Burmese Rat-Tail Radish
Raphanus sativus, var. caudatus
Sweeter than other rat-tail radishes, this variety from Myanmar has delicious pods with a sweet and spicy flavor. Native to South Asia, this variety was collected from Karen farmers in the hills of Myanmar. It is called Thaba Paw Wah or Ta Ba Par (White Mustard Flower). Karen people adore this plant for the leaves and edible flowers as well as the pods. The young white flower shoots are delicious blanched or cooked in simple soups and can be eaten as a side to any meal.

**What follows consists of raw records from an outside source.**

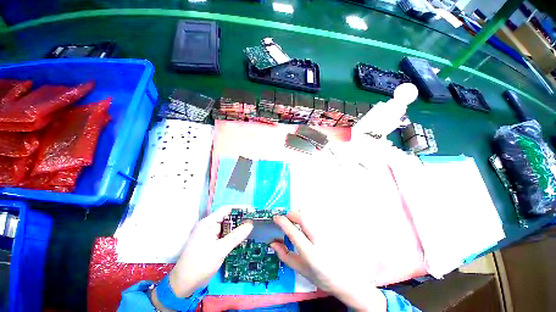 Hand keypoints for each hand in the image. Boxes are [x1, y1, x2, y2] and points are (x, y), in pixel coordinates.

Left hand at [154, 206, 252, 305]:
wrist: (184, 284)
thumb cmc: (200, 264)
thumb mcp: (220, 250)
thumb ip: (236, 236)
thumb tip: (250, 224)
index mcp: (208, 223)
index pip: (226, 210)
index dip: (239, 209)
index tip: (252, 211)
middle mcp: (210, 226)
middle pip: (228, 218)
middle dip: (240, 219)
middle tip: (254, 221)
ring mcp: (211, 234)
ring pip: (227, 228)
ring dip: (238, 228)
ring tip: (252, 228)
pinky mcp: (213, 243)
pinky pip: (225, 235)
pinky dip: (233, 236)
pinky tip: (243, 238)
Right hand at [271, 212, 386, 311]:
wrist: (346, 279)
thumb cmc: (322, 277)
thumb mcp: (300, 269)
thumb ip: (284, 255)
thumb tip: (272, 243)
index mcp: (310, 253)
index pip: (293, 231)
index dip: (282, 222)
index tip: (275, 218)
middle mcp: (319, 240)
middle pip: (303, 217)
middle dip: (291, 215)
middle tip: (286, 220)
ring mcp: (327, 232)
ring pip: (309, 215)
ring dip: (299, 216)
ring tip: (295, 223)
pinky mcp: (331, 229)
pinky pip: (315, 217)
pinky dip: (307, 218)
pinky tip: (306, 226) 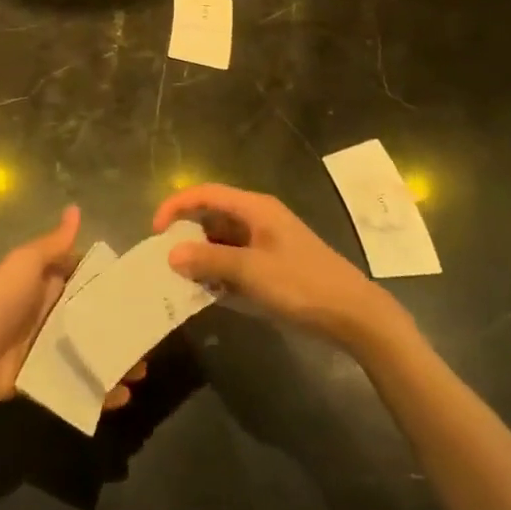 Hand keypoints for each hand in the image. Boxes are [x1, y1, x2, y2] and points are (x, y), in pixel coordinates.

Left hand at [0, 206, 145, 412]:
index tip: (146, 289)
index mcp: (50, 285)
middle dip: (121, 327)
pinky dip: (98, 392)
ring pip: (90, 353)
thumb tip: (75, 209)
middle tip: (154, 336)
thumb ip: (54, 244)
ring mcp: (49, 349)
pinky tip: (122, 397)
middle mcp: (53, 315)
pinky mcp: (45, 379)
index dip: (114, 285)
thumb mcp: (27, 263)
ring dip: (115, 361)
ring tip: (142, 370)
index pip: (88, 282)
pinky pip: (77, 385)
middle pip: (94, 320)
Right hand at [155, 184, 403, 345]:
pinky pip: (235, 260)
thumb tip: (171, 254)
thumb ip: (209, 260)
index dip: (176, 206)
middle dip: (186, 234)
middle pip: (212, 215)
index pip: (205, 193)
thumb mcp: (251, 272)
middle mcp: (258, 218)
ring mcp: (266, 242)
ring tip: (180, 277)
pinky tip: (208, 292)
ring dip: (201, 256)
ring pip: (222, 240)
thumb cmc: (302, 285)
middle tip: (164, 258)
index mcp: (255, 208)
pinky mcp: (272, 265)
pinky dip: (218, 271)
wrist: (354, 316)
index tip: (156, 231) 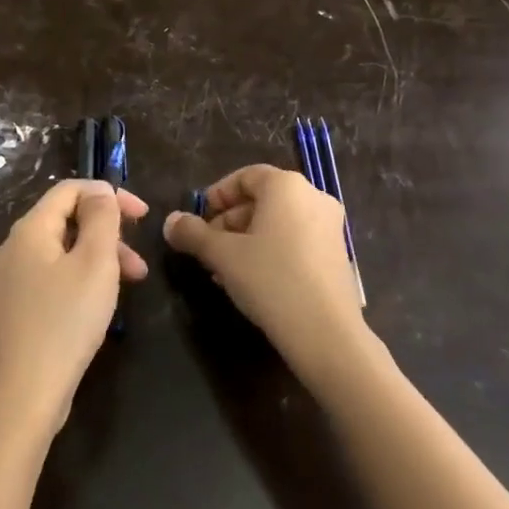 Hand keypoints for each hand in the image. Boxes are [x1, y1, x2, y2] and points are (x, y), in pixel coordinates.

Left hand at [0, 179, 148, 439]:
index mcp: (28, 231)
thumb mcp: (94, 264)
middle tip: (140, 264)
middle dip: (107, 234)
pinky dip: (79, 281)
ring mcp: (7, 283)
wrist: (19, 398)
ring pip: (60, 254)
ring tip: (130, 287)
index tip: (144, 215)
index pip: (68, 190)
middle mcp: (10, 250)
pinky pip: (50, 280)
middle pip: (64, 222)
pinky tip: (98, 307)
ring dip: (98, 260)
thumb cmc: (63, 323)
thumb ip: (101, 219)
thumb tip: (100, 190)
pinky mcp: (12, 312)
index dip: (108, 194)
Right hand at [164, 165, 375, 390]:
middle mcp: (313, 197)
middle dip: (229, 222)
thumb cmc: (270, 279)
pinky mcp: (337, 254)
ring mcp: (330, 226)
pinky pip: (295, 240)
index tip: (198, 221)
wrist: (326, 332)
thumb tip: (171, 221)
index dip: (217, 195)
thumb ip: (192, 234)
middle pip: (261, 200)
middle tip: (207, 249)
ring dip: (246, 240)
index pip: (245, 177)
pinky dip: (270, 251)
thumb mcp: (222, 255)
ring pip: (277, 223)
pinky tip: (252, 280)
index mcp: (286, 186)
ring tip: (224, 270) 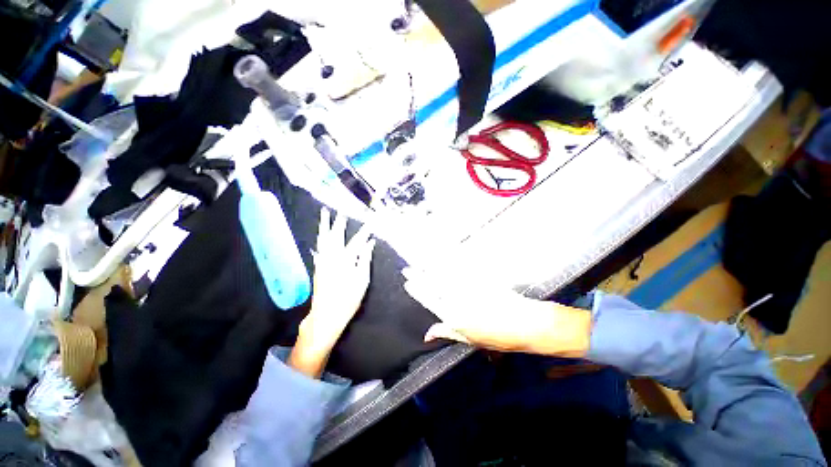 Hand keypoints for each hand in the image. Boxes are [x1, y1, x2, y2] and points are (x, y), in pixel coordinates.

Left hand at [289, 208, 374, 377]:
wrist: (326, 315)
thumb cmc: (348, 299)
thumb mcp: (362, 280)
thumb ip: (365, 259)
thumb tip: (369, 244)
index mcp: (346, 260)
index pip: (357, 241)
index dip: (364, 230)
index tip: (370, 222)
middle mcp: (332, 257)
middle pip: (335, 235)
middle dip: (338, 222)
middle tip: (339, 210)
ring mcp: (322, 261)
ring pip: (323, 239)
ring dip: (324, 225)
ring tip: (324, 214)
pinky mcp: (318, 266)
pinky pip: (319, 248)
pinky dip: (320, 238)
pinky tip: (320, 235)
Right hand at [403, 269, 591, 356]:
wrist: (525, 323)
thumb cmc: (498, 337)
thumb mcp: (469, 339)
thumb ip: (447, 332)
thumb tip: (428, 333)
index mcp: (454, 315)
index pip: (429, 299)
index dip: (417, 290)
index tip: (407, 282)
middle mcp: (458, 298)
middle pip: (434, 284)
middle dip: (419, 276)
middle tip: (407, 269)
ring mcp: (469, 287)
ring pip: (445, 274)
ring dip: (431, 267)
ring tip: (421, 262)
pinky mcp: (479, 278)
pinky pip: (461, 269)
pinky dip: (450, 263)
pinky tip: (443, 257) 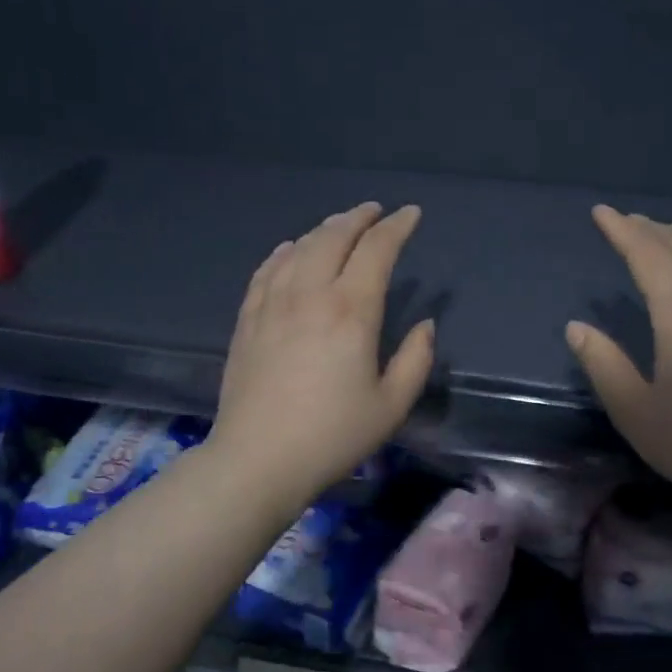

The pods are eaten raw as a snack in the field, at home dipped in fish/chili paste, on the side of pickled tea leaf salad, or used in a spicy chicken or fish soup with other garden vegetables. Karen refugees flock to our farm to buy this variety as they say the rich flavor reminds them of home, gives them energy throughout the day and help elders and kids who are feeling weak.
Days to Maturity: 50
Seeds per pack: 100
Planting / harvesting notes
Direct seed 3 inches apart in rows 12 inches apart in early spring through summer. Succession plantings every 3-4 weeks can provide continual harvest later in the season. It is heat tolerant, but does best in spring. This variety will thrive in most soil conditions, but loose fertile soil is best. Plants have very vigorous growth and prolific production reaching over 5’ tall and branching out in all directions, so give them plenty of room. Plants can be staked, trellised, or caged for easy picking. The pods don’t ripen uniformly, so pick over 2-4 weeks. The more you pick, the more they produce. The immature pods should be picked when they are a skinny bean size, and before the seeds form. For cooking, you can pick slightly larger pods as well.
Seed keeping notes
For seed saving, leave them in for 65-80 days until the pods fully dry and become crunchy/crispy. Harvest the seedhead below the lowest ripe seed pods, and hang in a sunny, dry place if it needs to dry a little more. Thresh seed pods by pushing through screens, rubbing between your hands, or stomping in buckets. Sift out larger chaff and use wind, breath, or fans to winnow away the lighter weight chaff from the seed.